# AKC Amatuer Owner Handler



## GranvilleGSD (Mar 28, 2007)

Anybody know about this new class? All I could find were the requirements for entering the class, but nothing about earning points in the class etc. Any other information would be appreciated. Thanks!


----------



## GranvilleGSD (Mar 28, 2007)

Well, for anybody who may be wondering, I spoke with a lady in my agility class who shows Bassetts. She said that this is a regular class and you earn points just like in any other class, so I guess we'll give it a try and see what it's like.
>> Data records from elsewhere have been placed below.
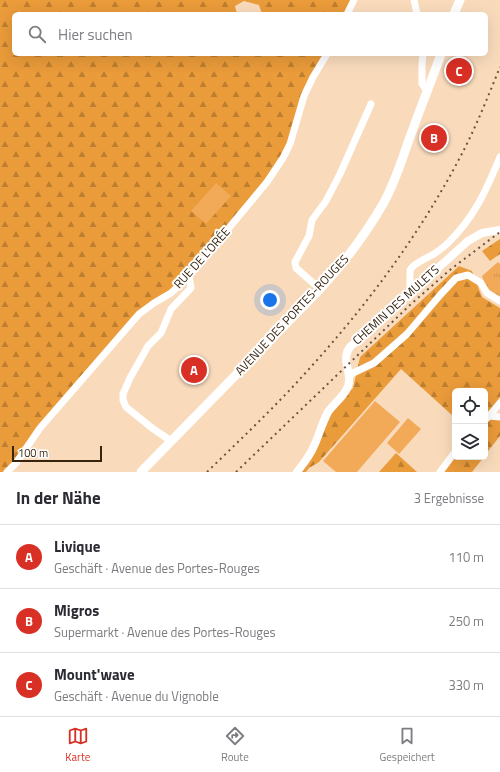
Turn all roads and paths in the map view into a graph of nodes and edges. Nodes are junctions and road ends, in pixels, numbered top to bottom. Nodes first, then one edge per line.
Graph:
1 (354, 0) edge
2 (414, 0) edge
3 (460, 0) edge
4 (348, 12) edge
5 (417, 12) edge
6 (455, 12) edge
7 (326, 56) edge
8 (423, 56) edge
9 (440, 56) edge
10 (427, 91) junction
11 (371, 104) dead end
12 (500, 157) edge
13 (500, 230) edge
14 (188, 276) junction
15 (410, 277) junction
16 (420, 283) junction
17 (320, 289) junction
18 (410, 292) junction
19 (500, 301) edge
20 (348, 372) junction
21 (500, 403) edge
22 (488, 417) edge
23 (500, 417) edge
24 (488, 418) edge
25 (171, 441) junction
26 (452, 456) edge
27 (7, 472) edge
28 (141, 472) edge
29 (297, 472) edge
30 (440, 472) edge

1 - 4 street
2 - 5 street
3 - 6 main road
7 - 14 street, RUE DE L'ORÉE
8 - 10 street
9 - 10 main road, AVENUE DES PORTES-ROUGES
10 - 17 main road, AVENUE DES PORTES-ROUGES
11 - 17 street
12 - 15 street
13 - 16 street, CHEMIN DES MULETS
14 - 25 street
14 - 27 street, RUE DE L'ORÉE
15 - 16 street
15 - 18 street
16 - 18 street, CHEMIN DES MULETS
17 - 25 main road, AVENUE DES PORTES-ROUGES
18 - 20 street, CHEMIN DES MULETS
19 - 20 street
20 - 29 street
21 - 22 street
23 - 24 street
25 - 28 main road, AVENUE DES PORTES-ROUGES
26 - 30 street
They are offering the class for no entry fee, just AKC fees to try it out, so I figure I can spare $7


----------



## agilegsds (Dec 31, 2003)

Thanks for posting this. I found it in the regs. This is great news for me since I've been putting off showing my Gordon because I'm scared - and I'm about as amateur as it gets!


----------



## Xeph (Jun 19, 2005)

I think you should send Gordon to me xD I'll trade you for Strauss...maybe he'll get his @*#%&(@&%( NA and NAJ then


----------



## agilegsds (Dec 31, 2003)

Hey Jackie, are you going to be showing at Waukesha again this year? I may need a handler since they're having 2 Gordon Setter specialties at the shows, plus there's another specialty the day before in Elkhorn. Of course, it will all depend on whether the wild child is ready.


----------



## Xeph (Jun 19, 2005)

You bet your boots I'll be there! And with bells on too (probably literally xD)!!


----------